## EXERCISE
Your job is to copy every line in the material containing the word "Ponticelli".

## SUPPLIED MATERIAL
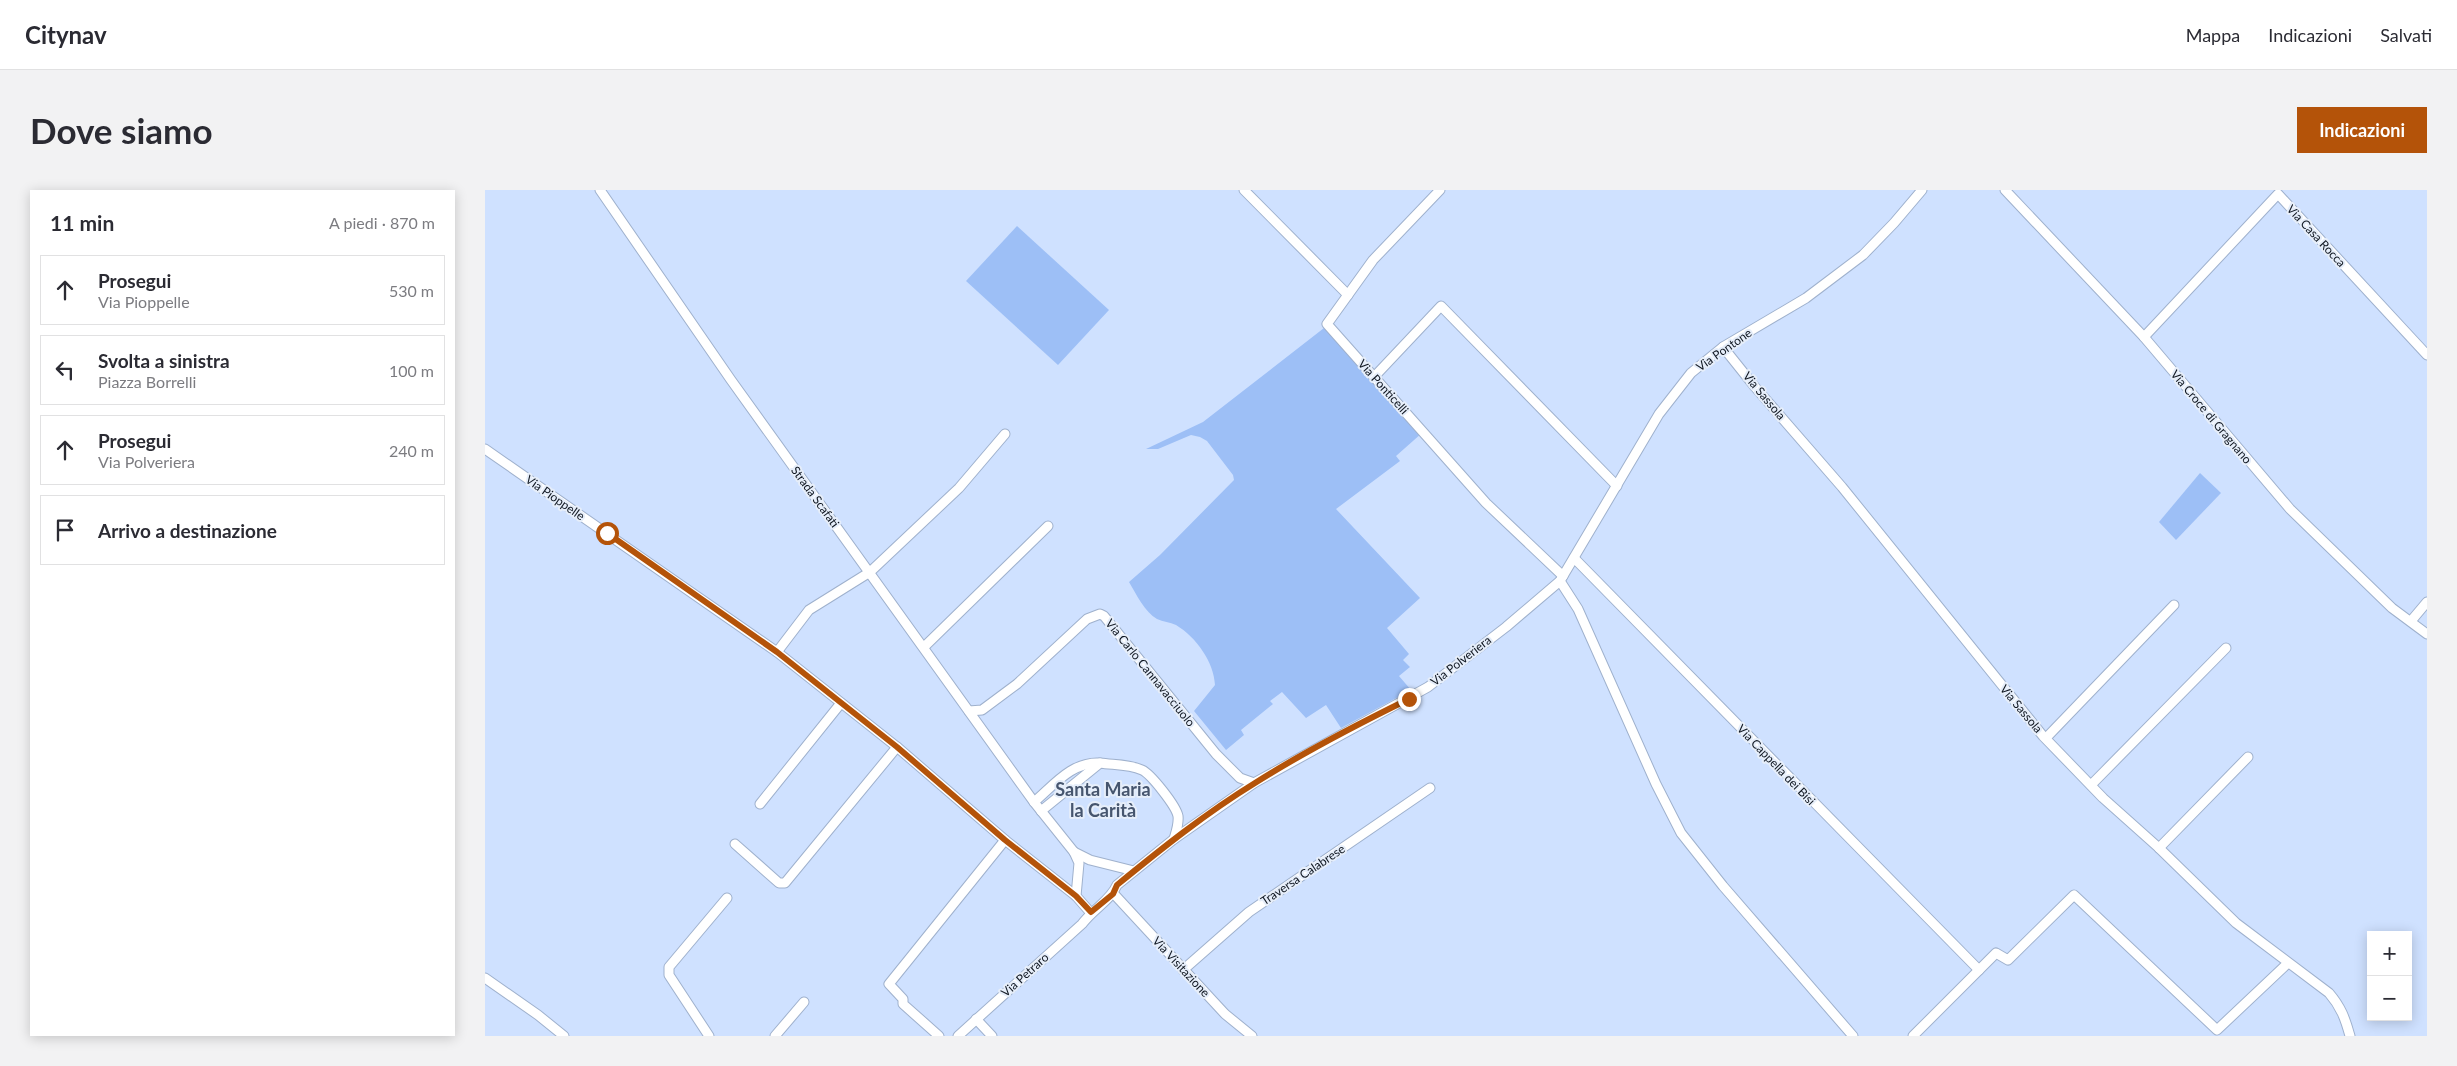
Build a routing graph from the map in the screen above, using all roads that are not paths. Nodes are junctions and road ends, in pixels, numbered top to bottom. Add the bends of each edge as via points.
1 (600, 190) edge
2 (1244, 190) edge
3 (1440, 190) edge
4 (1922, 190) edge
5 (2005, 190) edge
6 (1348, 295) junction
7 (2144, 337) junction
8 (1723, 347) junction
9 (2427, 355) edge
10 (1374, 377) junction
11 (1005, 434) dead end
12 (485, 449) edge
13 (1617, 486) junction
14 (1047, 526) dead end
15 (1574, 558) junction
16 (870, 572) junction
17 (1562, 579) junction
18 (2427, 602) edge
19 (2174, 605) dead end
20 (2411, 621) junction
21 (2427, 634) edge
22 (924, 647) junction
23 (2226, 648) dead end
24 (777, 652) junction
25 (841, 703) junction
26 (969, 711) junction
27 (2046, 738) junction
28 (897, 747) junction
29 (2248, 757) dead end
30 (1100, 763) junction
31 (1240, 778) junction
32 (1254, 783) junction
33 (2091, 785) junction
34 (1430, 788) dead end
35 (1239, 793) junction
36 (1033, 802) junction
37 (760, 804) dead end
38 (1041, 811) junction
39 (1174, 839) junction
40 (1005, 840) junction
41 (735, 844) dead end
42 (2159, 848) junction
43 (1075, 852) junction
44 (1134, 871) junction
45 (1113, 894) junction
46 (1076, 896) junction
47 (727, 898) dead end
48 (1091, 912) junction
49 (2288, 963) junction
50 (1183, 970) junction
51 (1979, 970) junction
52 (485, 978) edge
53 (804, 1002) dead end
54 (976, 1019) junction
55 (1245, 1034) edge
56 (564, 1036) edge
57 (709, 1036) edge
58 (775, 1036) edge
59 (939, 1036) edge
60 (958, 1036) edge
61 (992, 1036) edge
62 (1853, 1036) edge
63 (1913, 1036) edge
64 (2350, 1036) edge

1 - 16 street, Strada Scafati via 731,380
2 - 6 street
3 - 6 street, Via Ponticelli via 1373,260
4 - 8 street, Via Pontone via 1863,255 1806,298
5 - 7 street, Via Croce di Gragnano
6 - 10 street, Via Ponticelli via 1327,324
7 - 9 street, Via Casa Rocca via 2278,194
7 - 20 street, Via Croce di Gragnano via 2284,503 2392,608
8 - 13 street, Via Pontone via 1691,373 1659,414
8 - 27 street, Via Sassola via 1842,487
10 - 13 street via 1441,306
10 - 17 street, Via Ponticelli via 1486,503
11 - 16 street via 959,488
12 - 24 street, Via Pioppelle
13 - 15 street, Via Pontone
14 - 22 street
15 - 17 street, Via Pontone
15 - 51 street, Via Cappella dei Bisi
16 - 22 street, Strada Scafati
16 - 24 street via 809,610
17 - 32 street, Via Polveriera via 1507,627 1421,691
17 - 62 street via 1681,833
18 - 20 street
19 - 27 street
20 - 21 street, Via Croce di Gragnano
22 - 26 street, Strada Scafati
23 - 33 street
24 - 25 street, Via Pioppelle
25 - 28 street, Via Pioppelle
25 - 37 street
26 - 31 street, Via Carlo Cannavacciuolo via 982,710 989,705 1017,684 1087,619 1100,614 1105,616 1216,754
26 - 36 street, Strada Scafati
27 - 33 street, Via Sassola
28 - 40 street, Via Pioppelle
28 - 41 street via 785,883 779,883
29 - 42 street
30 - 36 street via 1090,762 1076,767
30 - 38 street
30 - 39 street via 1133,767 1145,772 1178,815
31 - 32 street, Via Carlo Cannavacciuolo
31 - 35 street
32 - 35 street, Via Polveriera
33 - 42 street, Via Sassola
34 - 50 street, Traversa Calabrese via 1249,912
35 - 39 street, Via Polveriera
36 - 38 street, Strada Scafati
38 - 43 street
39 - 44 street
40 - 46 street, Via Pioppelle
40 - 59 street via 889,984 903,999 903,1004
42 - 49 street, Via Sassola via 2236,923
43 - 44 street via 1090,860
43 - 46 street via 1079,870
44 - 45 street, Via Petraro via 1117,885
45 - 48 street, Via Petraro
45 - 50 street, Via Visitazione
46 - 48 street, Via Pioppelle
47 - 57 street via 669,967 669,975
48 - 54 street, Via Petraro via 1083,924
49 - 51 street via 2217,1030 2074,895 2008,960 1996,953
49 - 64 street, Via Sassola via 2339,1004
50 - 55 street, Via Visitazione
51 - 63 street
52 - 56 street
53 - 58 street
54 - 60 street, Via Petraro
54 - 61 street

## RESULT BELOW
3 - 6 street, Via Ponticelli via 1373,260
6 - 10 street, Via Ponticelli via 1327,324
10 - 17 street, Via Ponticelli via 1486,503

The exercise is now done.